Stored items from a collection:

--

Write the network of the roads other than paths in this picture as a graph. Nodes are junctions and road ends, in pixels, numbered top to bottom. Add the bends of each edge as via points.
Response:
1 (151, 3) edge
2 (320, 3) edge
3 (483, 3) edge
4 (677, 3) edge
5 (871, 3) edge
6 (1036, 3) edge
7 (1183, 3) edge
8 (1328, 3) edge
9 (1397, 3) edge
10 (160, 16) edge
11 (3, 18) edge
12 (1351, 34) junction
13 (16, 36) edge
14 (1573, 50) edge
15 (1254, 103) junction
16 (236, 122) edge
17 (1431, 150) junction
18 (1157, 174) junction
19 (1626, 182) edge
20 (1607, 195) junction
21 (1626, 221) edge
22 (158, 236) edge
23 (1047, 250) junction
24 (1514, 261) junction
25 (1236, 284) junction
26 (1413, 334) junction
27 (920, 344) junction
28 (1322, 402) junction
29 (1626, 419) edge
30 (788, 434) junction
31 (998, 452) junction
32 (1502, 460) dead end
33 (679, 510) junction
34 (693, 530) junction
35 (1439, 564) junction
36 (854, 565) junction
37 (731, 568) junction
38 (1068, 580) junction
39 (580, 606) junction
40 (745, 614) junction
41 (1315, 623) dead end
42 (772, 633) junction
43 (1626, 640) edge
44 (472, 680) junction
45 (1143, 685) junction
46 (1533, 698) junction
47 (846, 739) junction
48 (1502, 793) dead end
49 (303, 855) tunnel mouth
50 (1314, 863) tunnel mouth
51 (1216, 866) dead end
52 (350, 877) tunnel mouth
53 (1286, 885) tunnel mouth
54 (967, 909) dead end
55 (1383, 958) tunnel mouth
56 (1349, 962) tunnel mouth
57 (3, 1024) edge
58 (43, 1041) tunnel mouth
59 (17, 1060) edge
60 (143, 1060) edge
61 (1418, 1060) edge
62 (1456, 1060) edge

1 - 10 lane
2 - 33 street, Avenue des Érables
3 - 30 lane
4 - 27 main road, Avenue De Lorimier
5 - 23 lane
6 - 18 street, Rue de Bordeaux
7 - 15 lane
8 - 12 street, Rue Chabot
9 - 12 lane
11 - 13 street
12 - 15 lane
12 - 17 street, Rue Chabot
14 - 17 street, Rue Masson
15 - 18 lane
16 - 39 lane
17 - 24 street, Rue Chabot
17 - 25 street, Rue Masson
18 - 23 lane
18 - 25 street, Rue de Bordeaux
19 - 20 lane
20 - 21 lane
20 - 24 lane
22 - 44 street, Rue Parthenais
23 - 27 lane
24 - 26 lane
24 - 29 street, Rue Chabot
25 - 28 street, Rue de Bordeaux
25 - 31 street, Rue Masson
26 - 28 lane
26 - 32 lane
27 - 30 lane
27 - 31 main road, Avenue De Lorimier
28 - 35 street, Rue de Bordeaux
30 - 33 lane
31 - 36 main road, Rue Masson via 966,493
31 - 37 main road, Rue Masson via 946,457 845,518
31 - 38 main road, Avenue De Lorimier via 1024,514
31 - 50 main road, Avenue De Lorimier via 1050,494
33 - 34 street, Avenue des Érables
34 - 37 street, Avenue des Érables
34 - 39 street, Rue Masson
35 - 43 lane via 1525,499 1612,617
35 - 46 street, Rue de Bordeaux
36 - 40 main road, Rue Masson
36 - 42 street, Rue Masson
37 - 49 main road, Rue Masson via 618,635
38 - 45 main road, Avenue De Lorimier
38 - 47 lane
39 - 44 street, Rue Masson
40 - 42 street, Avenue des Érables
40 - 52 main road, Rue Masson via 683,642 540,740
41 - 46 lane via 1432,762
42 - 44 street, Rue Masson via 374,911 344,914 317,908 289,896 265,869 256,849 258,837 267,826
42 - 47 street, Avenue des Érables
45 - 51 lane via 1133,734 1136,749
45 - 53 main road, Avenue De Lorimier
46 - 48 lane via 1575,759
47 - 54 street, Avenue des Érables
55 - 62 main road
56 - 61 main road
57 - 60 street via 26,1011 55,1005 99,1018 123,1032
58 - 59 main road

--

Required action
Check each line above for the word "Chabot", and copy the lines where it appears.

Exercise output
8 - 12 street, Rue Chabot
12 - 17 street, Rue Chabot
17 - 24 street, Rue Chabot
24 - 29 street, Rue Chabot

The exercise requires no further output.